What can one say about a “health care bill” that only about 17 percent of the voters support; that — according to the Congressional Budget Office — would strip health insurance from about 22,000,000 of us; that would balloon premiums for many of the rest of us; and that gives tax relief to those who don’t need it ? What in tarnation is going on here ?
Governor Baker, who firmly opposes said bill, says that if enacted it would cost Massachusetts about $ 8 billion over the next ten years, as we struggle to revise our own state health care system to compensate for loss of Medicaid funding. No surprise that every member of our state’s Congressional delegation opposes the bill along with Baker.

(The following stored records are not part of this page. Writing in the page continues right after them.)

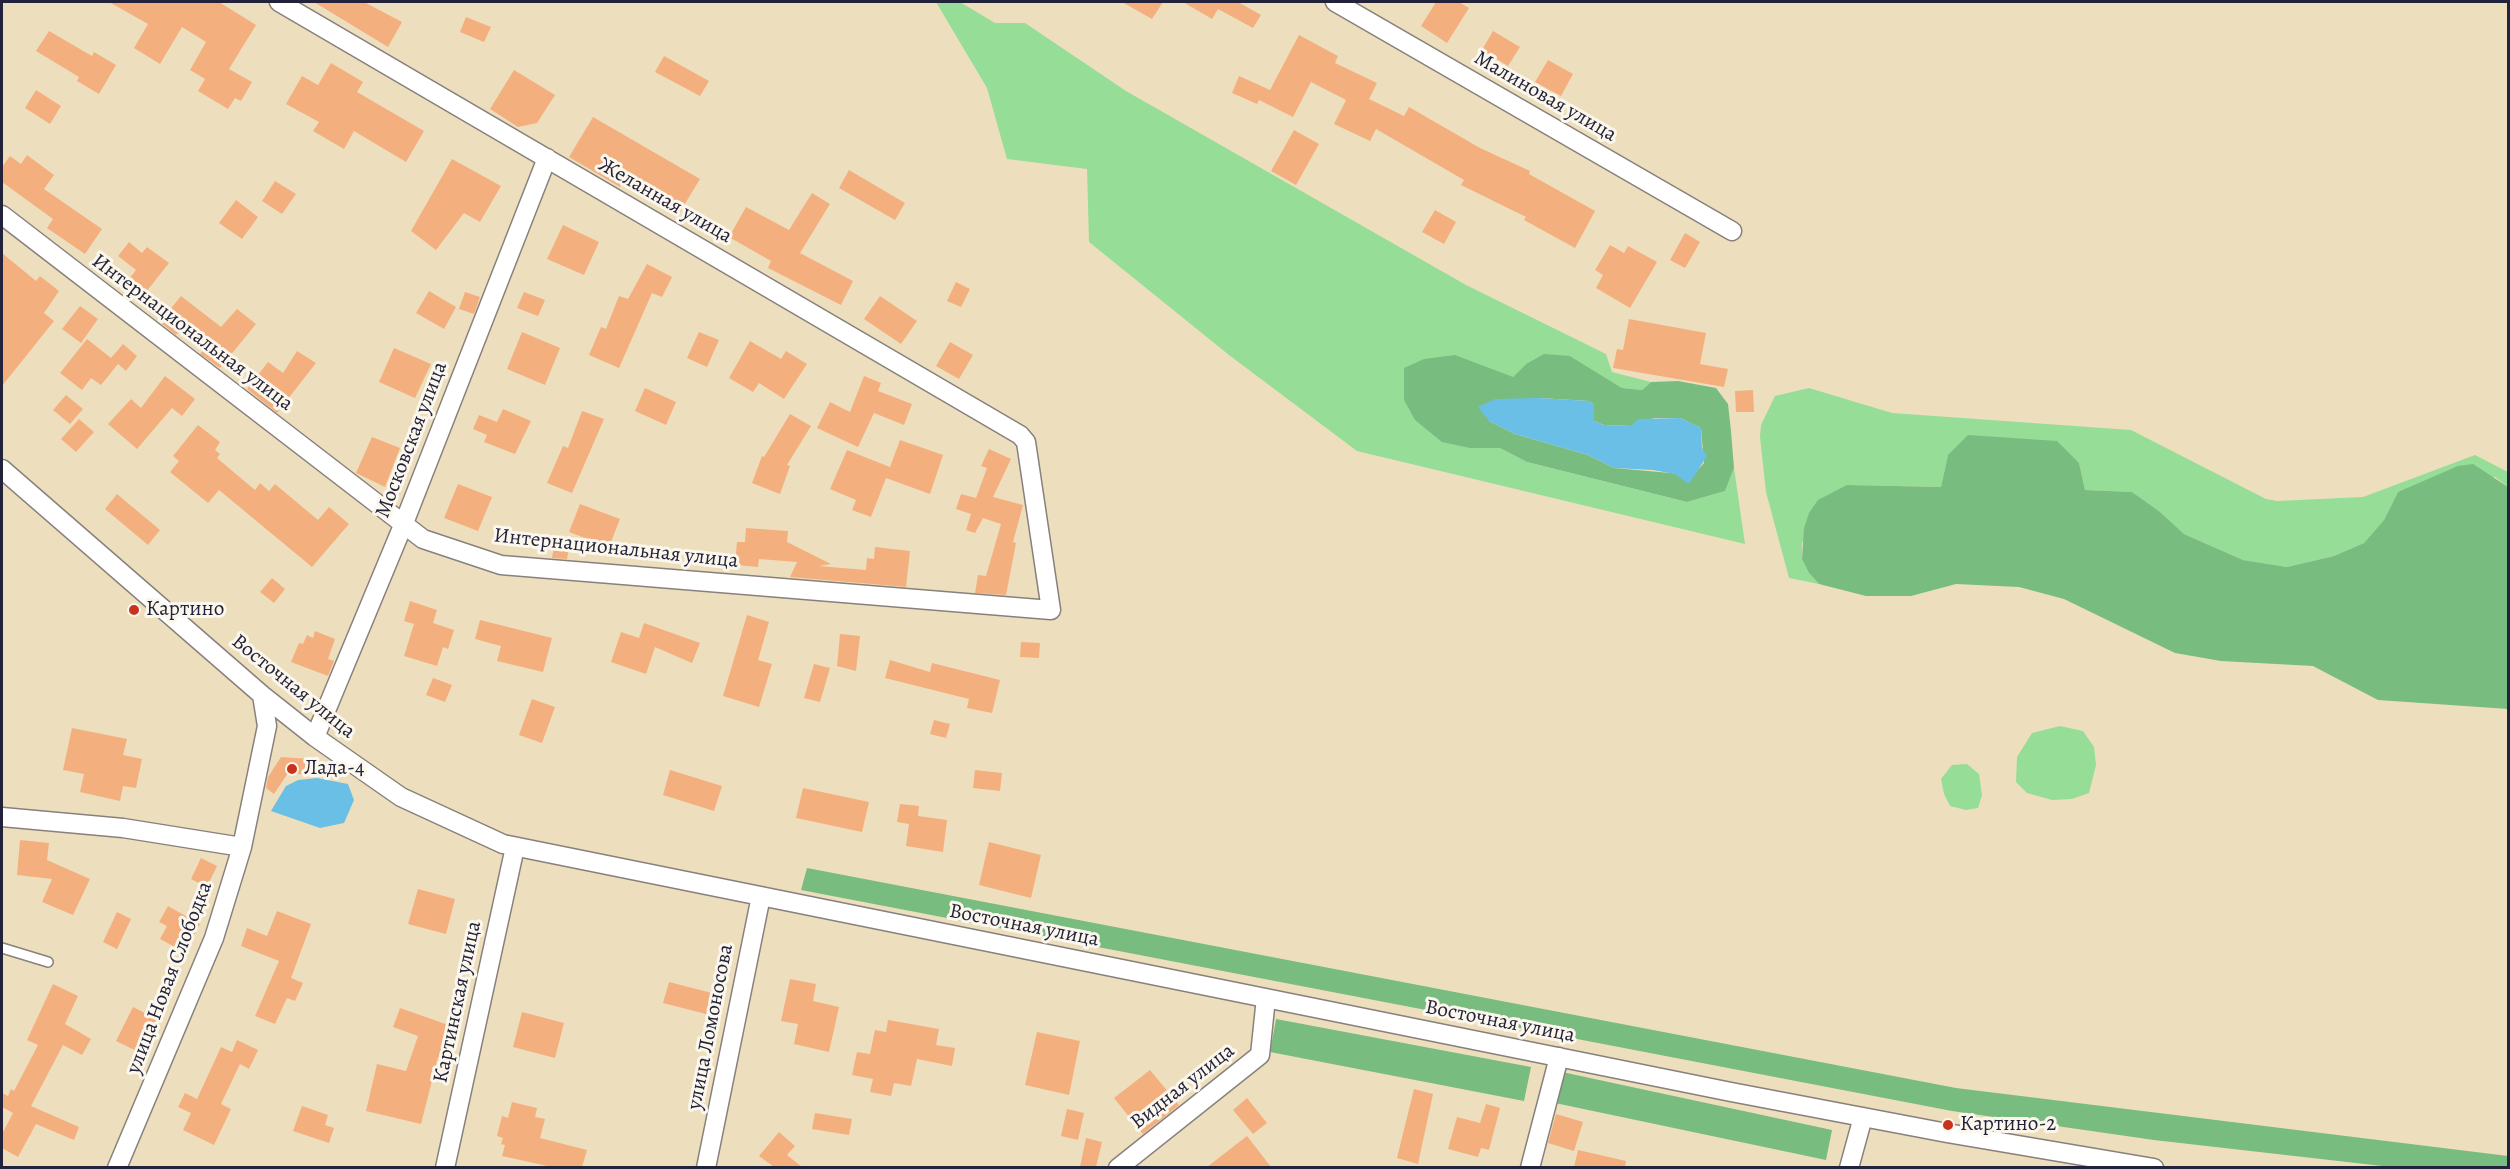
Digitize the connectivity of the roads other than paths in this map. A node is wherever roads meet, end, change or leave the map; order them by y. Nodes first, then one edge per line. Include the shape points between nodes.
1 (279, 2) edge
2 (1335, 2) edge
3 (547, 158) junction
4 (2, 215) edge
5 (1732, 231) dead end
6 (2, 469) edge
7 (404, 523) junction
8 (1051, 610) joint
9 (262, 695) junction
10 (315, 737) junction
11 (2, 817) edge
12 (242, 847) junction
13 (515, 847) junction
14 (761, 896) junction
15 (2, 948) edge
16 (48, 962) dead end
17 (1266, 998) junction
18 (1559, 1057) junction
19 (1863, 1117) junction
20 (117, 1167) edge
21 (445, 1167) edge
22 (706, 1167) edge
23 (1118, 1167) edge
24 (1530, 1167) edge
25 (1849, 1167) edge
26 (2154, 1167) edge

1 - 3 street, Желанная улица
2 - 5 street, Малиновая улица
3 - 7 street, Московская улица
3 - 8 street, Желанная улица via 1020,435 1026,442
4 - 7 street, Интернациональная улица
6 - 9 street, Восточная улица
7 - 8 street, Интернациональная улица via 423,539 501,565
7 - 10 street, Московская улица
9 - 10 street, Восточная улица
9 - 12 street, улица Новая Слободка via 267,726
10 - 13 street, Восточная улица via 401,797
11 - 12 street via 123,828
12 - 20 street, улица Новая Слободка via 214,938
13 - 14 street, Восточная улица
13 - 21 street, Картинская улица
14 - 17 street, Восточная улица
14 - 22 street, улица Ломоносова
15 - 16 lane
17 - 18 street, Восточная улица
17 - 23 street, Видная улица via 1260,1055
18 - 19 street, Восточная улица
18 - 24 street
19 - 25 street
19 - 26 street, Восточная улица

But what of Senators and Congress-people from other states ? Why does this bill have almost (but not quite, thank goodness) enough support to be enacted ?
The Senate bill proposes to shrink Medicaid funding by about $ 721 billion over 10 years. Why ? To what end ? Medicaid is the federally funded, state-administered health care insurance system that covers about 40 percent of America’s children and almost all adults of low income. Is there some reason why these should not have the taxpayer support necessary to assure them the same health care taken for granted by we who can afford the premiums ? Without health insurance, people cannot receive health care except in emergency rooms — the full cost of which is paid by tax dollars; so, why must people who can’t afford insurance have no access to care except in emergencies ? Doctors will not see an uninsured person unless she can afford fee for service — the most expensive option by far. Yet in the Senate bill, fee for service is the preferred option, as it renders the cost of insurance so high as to equal, or surpass, that of fee for service.

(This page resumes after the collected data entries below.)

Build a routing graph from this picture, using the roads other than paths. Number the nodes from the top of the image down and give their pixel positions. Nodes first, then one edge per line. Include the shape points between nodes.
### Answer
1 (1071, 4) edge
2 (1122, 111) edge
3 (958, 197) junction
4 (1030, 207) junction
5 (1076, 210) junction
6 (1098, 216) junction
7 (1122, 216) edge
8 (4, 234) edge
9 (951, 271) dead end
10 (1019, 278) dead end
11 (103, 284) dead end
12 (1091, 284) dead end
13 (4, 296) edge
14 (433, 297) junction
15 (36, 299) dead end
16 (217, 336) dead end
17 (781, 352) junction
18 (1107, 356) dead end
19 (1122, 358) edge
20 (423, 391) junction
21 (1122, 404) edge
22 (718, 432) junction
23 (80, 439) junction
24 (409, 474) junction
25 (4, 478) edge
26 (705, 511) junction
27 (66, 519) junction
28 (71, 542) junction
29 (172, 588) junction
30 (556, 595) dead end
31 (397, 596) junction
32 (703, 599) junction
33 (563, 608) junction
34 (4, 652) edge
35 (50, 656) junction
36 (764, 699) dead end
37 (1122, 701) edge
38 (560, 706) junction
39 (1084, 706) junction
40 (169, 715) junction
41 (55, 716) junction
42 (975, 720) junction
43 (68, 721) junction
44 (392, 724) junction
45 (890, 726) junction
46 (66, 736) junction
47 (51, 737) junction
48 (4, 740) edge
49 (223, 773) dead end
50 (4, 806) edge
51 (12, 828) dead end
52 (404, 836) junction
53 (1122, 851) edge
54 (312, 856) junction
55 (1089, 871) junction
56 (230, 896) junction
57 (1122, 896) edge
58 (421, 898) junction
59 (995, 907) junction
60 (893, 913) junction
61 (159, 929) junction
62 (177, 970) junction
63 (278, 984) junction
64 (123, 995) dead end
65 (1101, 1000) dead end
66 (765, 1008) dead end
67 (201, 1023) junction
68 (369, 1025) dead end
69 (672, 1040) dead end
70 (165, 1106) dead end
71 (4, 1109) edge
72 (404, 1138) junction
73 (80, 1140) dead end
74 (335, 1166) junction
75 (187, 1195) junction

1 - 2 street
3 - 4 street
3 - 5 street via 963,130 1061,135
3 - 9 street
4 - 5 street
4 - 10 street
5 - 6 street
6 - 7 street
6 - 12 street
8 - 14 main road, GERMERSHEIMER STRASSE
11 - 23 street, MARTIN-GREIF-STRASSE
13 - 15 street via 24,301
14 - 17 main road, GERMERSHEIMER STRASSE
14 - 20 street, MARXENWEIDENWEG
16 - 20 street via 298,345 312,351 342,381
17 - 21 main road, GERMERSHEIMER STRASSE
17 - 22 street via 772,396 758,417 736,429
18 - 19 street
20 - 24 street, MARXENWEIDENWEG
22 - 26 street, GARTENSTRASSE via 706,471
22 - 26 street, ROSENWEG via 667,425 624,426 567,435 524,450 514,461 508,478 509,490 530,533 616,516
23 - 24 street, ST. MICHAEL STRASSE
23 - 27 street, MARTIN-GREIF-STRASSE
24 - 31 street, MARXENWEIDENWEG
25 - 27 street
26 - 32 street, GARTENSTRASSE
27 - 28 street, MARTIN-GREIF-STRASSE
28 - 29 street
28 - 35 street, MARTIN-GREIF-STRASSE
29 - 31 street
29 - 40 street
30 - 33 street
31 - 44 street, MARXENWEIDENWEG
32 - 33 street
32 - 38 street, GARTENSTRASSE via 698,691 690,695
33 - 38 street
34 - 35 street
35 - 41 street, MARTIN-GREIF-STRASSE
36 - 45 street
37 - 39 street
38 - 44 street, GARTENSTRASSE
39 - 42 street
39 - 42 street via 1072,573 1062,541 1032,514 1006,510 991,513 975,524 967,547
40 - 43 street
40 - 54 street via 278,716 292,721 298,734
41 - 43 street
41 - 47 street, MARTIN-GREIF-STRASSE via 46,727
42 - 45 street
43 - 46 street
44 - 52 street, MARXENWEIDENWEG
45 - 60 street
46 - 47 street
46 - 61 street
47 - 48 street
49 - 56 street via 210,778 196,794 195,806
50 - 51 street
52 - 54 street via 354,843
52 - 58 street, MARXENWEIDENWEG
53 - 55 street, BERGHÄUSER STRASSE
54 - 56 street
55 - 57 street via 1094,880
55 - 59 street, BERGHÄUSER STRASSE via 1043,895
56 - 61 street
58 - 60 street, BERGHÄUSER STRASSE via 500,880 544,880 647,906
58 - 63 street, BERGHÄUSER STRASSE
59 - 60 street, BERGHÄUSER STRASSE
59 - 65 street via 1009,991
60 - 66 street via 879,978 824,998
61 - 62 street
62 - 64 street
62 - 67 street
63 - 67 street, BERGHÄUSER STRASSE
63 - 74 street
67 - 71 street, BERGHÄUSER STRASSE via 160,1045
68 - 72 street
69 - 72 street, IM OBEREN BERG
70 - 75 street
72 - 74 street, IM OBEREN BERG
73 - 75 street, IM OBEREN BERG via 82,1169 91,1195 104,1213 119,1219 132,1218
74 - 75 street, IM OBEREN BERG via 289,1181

The arguments I have heard from those Senators who actually like the bill sound like Charles Dickens’s London, 1850 : “it’s time to restore personal responsibility to the health care market,” say some. Or, “those who need Medicaid can always get jobs.” Others decry taxpayers having to pay for women’s reproductive health — as being a woman is somehow wrong. What the blazes are these Senators thinking ? Presumably they want to be re-elected ? How can they be re-elected if they advocate a health care bill this damaging to so many voters ? Their actions contradict every law of election, and yet they seem oblivious to the absurdity of it all.

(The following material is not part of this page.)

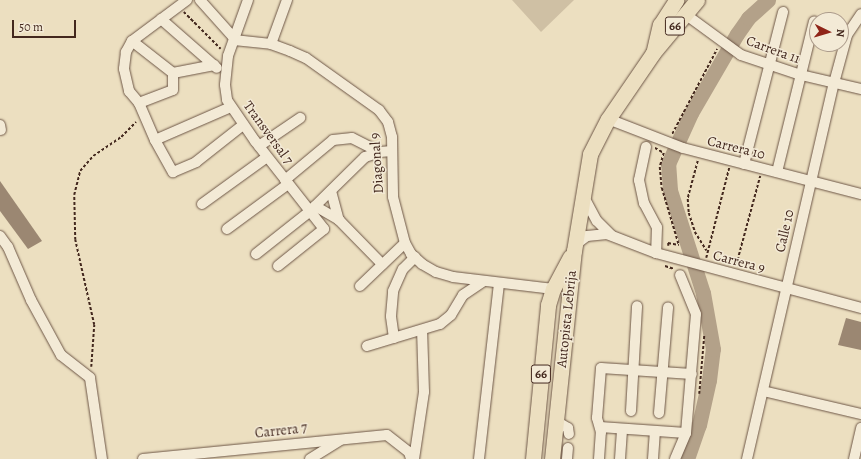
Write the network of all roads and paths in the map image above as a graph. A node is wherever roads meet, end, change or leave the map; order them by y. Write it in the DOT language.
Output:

For now, the Senate bill lacks votes to pass it. Yet the House, which began with the same impasse, fairly soon thereafter passed an even more damaging bill. The Senate probably won’t follow suit. It’s a lot harder for a Senator to hide than for a Congress-person. And if the Senate bill fails, and the House bill cannot gain even a hearing in the Senate, the Congress will have wasted almost six months spinning fake yarn. The voters se the absurdity of it all and seem poised — maybe — to overturn this Congress at the mid-term elections. But why are we at this juncture at all ? Can we please elect a Congress that will enact legislation that the voters actually want ? Here I think not only of health care reform (maybe single payer — expanding Medicare and Medicaid to cover everyone — or perhaps improvements to the current health care system, but also of these : (1) immigration reform, including some form, of path to citizenship for the millions who live here without sanction; ( 2 ) universal background checks for guns and ammunition purchases, supported by more than 90 percent of voters; ( 3 ) a revised Voting Rights Act that restores Federal monitoring of voting in jurisdictions where denial of vote rights is a current situation; ( 4 ) some increase to the Federal minimum wage, which remains locked at $ 7.25; and ( 5 ) a major Infrastructure bill.
None of my list of six reforms is very controversial. All have overwhelming public support., Why can’t a Congress elected by the people who support these reforms enact them ? I can think of several answers to my question — every one of them indefensible and absurd.
Which is why I am SMDH, shaking my damn head.